Rhenium - Rise Above the Sea

 

CD Info
Genre: Symphonic metal
Label: Independent
Language: English
Tracks: 6 Total time: 23:11
Rating: 8 of 10


Over the last two decades since its inception, the symphonic metal genre has explored many different soundscapes and techniques in order to capture the resplendent sound needed for a style that incorporates the theatrics of classical music, and the dynamics of heavy metal. Many bands in the scene have adopted the mantra “bigger is better” by recruiting full orchestras, choirs, and classical instrumentation within the standard lineup. However, one thing that hasn’t been done (to my knowledge) is a “one-woman symphonic metal band” (or one-person symphonic metal band, for that matter). Until now.

Another characteristic of symphonic metal is the determination of its creators to go to whatever lengths possible to make their artistic vision a reality, and the UK’s Rhenium is no different. Rhenium’s ringleader is Cristina Pucci, an Italian singer/songwriter who emigrated to England in 2010 to further her career in music. After repeated attempts to put a band together and not seeming to find a lineup that worked or musicians that shared her perspective, Cristina finally decided that if she wanted a job done right, she would have to do it herself. From there, the long process began: playing all her own instruments, crafting her signature sound, and making it all work under her sole supervision. But the more she received encouragement from listeners around the world who were catching on to what she was doing, the more it inspired her to keep going and to find out just how far her musical ability could go.

After nearly 2 years, Cristina’s project Rhenium was finished, and a 6-song EP was ready in March 2016. What exactly does a “one-woman symphonic metal band” sound like, anyway?

“Drowning”: This short piece sets the tone: it is slow, dark, and haunting.

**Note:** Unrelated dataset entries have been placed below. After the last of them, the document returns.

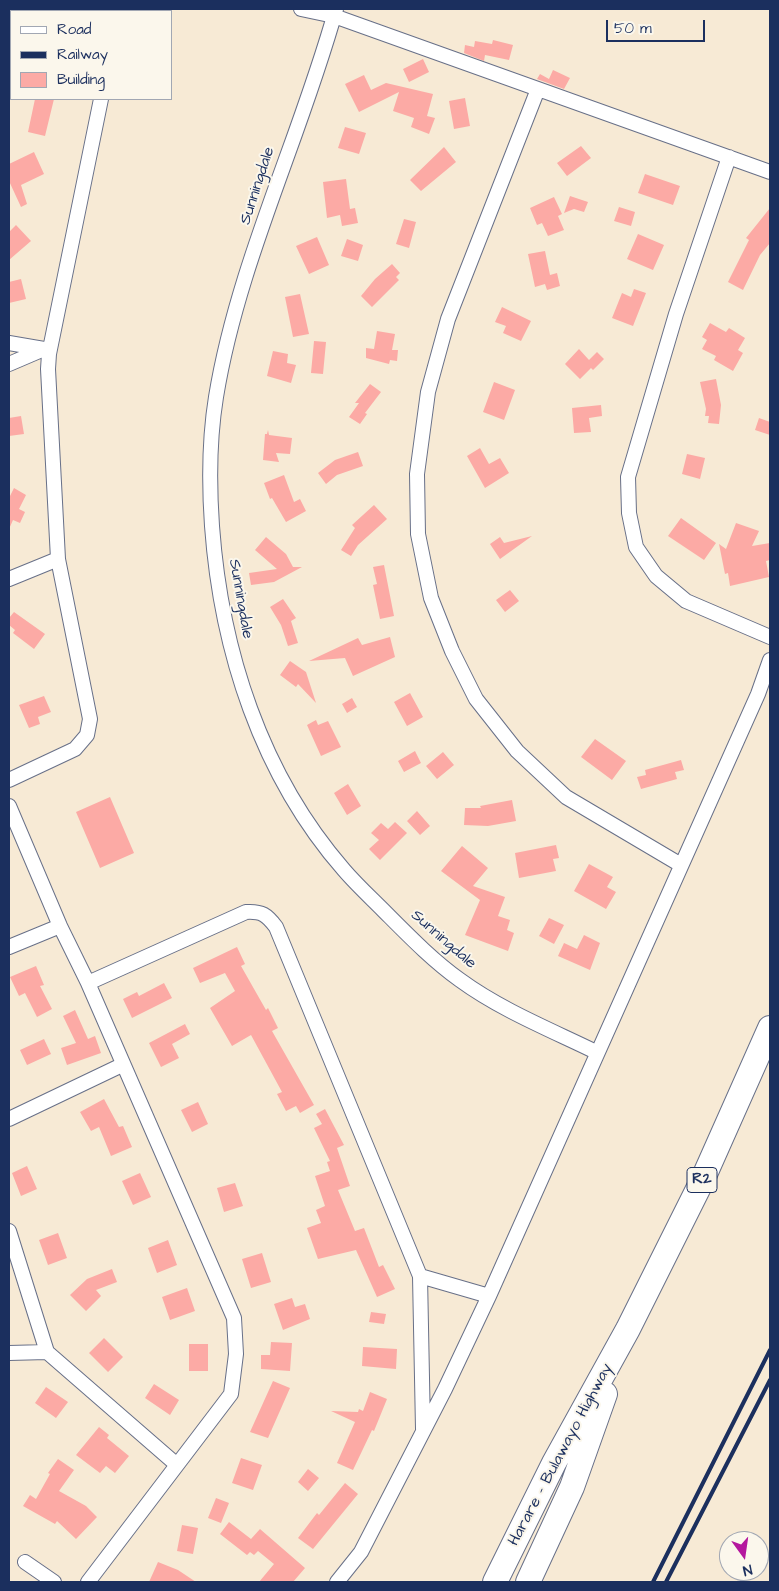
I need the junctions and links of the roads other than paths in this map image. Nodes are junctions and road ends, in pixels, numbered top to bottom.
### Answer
1 (301, 9) edge
2 (335, 12) edge
3 (538, 89) junction
4 (101, 100) edge
5 (729, 157) junction
6 (770, 172) edge
7 (9, 343) edge
8 (46, 351) junction
9 (9, 364) edge
10 (58, 559) junction
11 (9, 579) edge
12 (770, 637) edge
13 (770, 660) edge
14 (9, 780) edge
15 (9, 806) edge
16 (681, 865) junction
17 (60, 926) junction
18 (9, 947) edge
19 (88, 983) junction
20 (770, 1028) edge
21 (596, 1052) junction
22 (122, 1065) junction
23 (9, 1119) edge
24 (9, 1231) edge
25 (420, 1276) junction
26 (489, 1296) junction
27 (628, 1329) junction
28 (47, 1352) junction
29 (9, 1353) edge
30 (423, 1432) junction
31 (177, 1465) junction
32 (25, 1562) dead end
33 (54, 1582) edge
34 (88, 1582) edge
35 (337, 1582) edge
36 (495, 1582) edge
37 (528, 1582) edge

1 - 2 street
2 - 3 street
2 - 21 street, Sunningdale
3 - 5 street
3 - 16 street
4 - 8 street
5 - 6 street
5 - 12 street
7 - 8 street
8 - 9 street
8 - 10 street
10 - 11 street
10 - 14 street
13 - 16 street
15 - 17 street
16 - 21 street
17 - 18 street
17 - 19 street
19 - 22 street
19 - 25 street
20 - 27 highway, Harare - Bulawayo Highway / R2
21 - 26 street
22 - 23 street
22 - 31 street
24 - 28 street
25 - 26 street
25 - 30 street
26 - 30 street
27 - 36 highway, Harare - Bulawayo Highway / R2
27 - 37 highway, Harare - Bulawayo Highway / R2
28 - 29 street
28 - 31 street
30 - 35 street
31 - 34 street
32 - 33 street

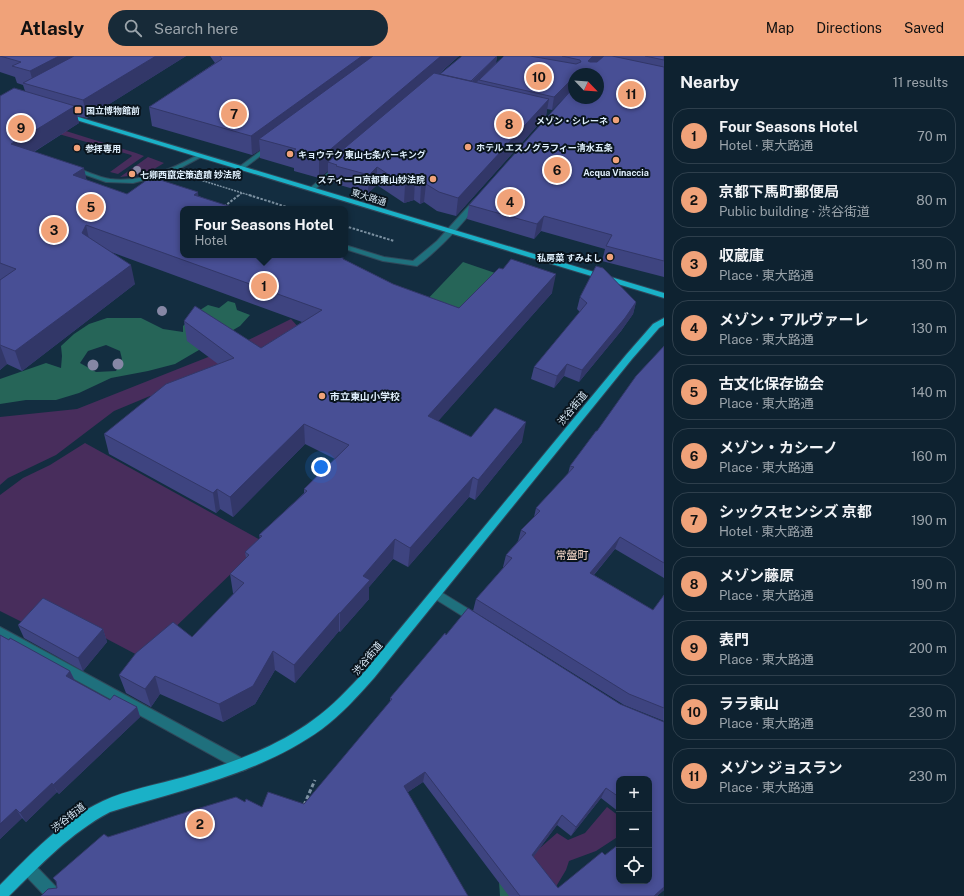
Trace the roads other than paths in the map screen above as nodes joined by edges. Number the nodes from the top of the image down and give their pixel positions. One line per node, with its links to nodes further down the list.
1 (55, 112): 3 (main road, 東大路通)
2 (276, 142): 7 (street)
3 (200, 156): 6 (street); 7 (main road, 東大路通)
4 (344, 161): 9 (street)
5 (62, 166): 6 (street)
6 (176, 168): 8 (street)
7 (241, 168): 9 (main road, 東大路通)
8 (166, 181)
9 (312, 190): 11 (main road, 東大路通)
10 (479, 198): 11 (street)
11 (450, 231): 12 (street); 13 (main road, 東大路通)
12 (348, 248)
13 (664, 296)
14 (664, 321): 15 (main road, 渋谷街道)
15 (436, 594): 16 (street); 18 (main road, 渋谷街道)
16 (488, 627)
17 (0, 632): 18 (street)
18 (242, 765): 19 (main road, 渋谷街道)
19 (28, 868): 20 (main road, 渋谷街道); 21 (street)
20 (1, 893)
21 (55, 896)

The sound of breathing to the heartbeat-like punctuations of the synthesizer gives it a chilly, gloomy vibe.

“Nobody Can Hear Me”: The song starts off slow, with a chime reminiscent of a music box. This track sounds more gothic than symphonic, but I’m not nit-picking by any means. Cristina’s voice is melodic and sweet while packing a strong punch. She’s also a kick-ass guitar player!

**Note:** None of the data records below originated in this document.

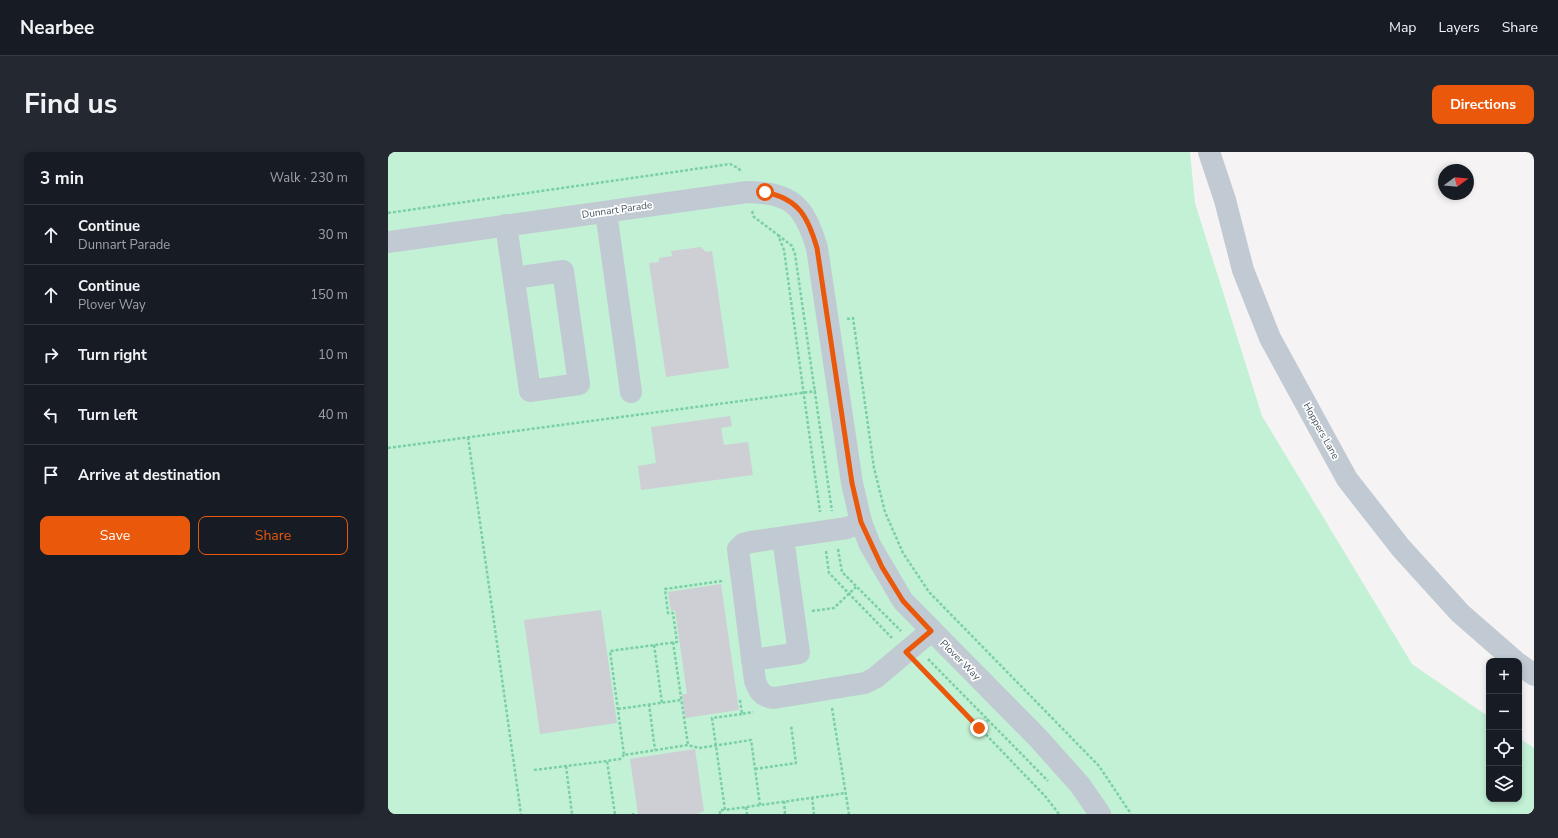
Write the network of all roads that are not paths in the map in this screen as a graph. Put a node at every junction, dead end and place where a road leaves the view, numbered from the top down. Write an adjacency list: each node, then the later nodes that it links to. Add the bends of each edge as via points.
1 (1209, 152): 11 (street, Hoppers Lane, via 1225,200 1243,270 1270,338 1347,479 1400,548 1460,612)
2 (606, 212): 3 (street, Dunnart Parade); 5 (street, Dunnart Parade, via 747,192 780,195 793,203 806,220); 7 (street)
3 (506, 226): 4 (street, Dunnart Parade); 6 (street)
4 (388, 242)
5 (817, 248): 8 (street, Plover Way, via 852,483)
6 (514, 278): 6 (street, via 530,391 579,384 563,271)
7 (631, 392)
8 (861, 522): 9 (street, via 847,528); 10 (street, Plover Way, via 882,567 903,601)
9 (783, 538): 12 (street, via 751,542 743,544 738,549); 12 (street, via 799,653)
10 (931, 631): 12 (street, via 875,678 865,683 774,698 766,697 759,691); 15 (street, Plover Way, via 1038,738 1080,785)
11 (1512, 658)
12 (752, 660)
13 (1522, 666): 14 (street)
14 (1534, 675)
15 (1100, 814)

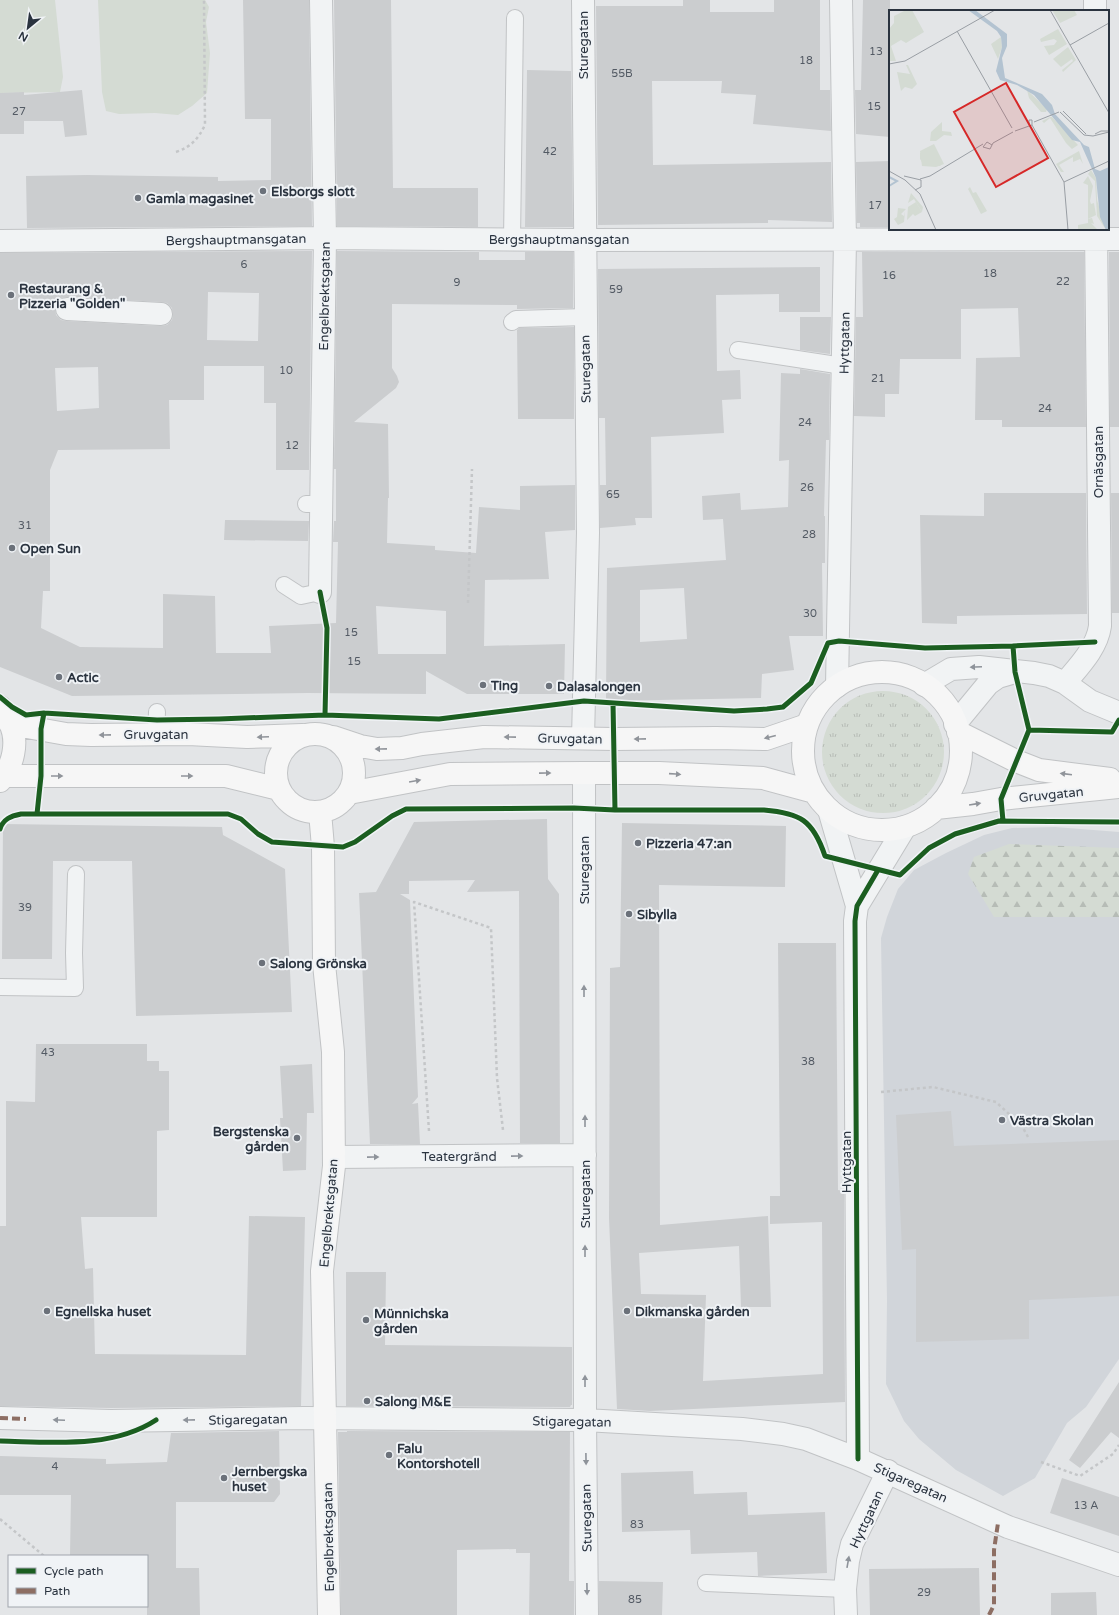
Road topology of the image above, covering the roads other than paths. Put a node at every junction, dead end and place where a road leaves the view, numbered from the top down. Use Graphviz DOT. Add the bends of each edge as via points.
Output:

“More Than Words Could Say”: A mid-tempo tune with just the right amount of kick to it. Her vocals on this track remind me a lot of Lacuna Coil’s Cristina Scabbia (this is a compliment, by the way!). I think this would make a good single or video.

“Watching Over Me”: This is a gorgeous ballad where Cristina’s voice is the centerpiece. She sounds like she’s singing her heart out with the impassioned vocalizations and the sad lyrics.

“Once Again”: A song with some electronic influences; a bit on the slower side of mid-tempo, but Cristina really lets loose in the chorus.

“Rise Above the Sea”: The final track and my favorite on the EP, this is where Cristina pulls out all the stops and presents all of her talents. It’s got killer guitar riffs, dark gothic melody, spellbinding vocals, and all the power that is expected of symphonic metal.

Overall opinion: Rhenium is a unique new addition to the symphonic metal genre; I mean, wasn’t it high time we had a one-woman symphonic metal band? Cristina is the whole package: a talented vocalist, composer, and musician. While she doesn’t really need a backing band, it might be to her benefit to get one for the purpose of live shows; but she’s off to a good start so far. This is also a good starting point for “newbies” to the genre; it’s not too over-the-top (as many symphonic metal bands are accused of being) and her straightforward vocal style is not too off-putting to those who are not entirely used to the more operatic/classically-trained vocalists as of yet. For being put together all by one person, Rhenium is an impressive project that is sure to please most symphonic metal fans, and the “one-woman show” angle certainly doesn’t hurt either. It will be interesting to see what direction Cristina continues taking the music in; whether she will ultimately recruit a full band or if she will keep going on her own for as long as possible. Rise Above the Sea is worth a listen whether you are a longtime symphonic metal fan or are just learning your way around the genre.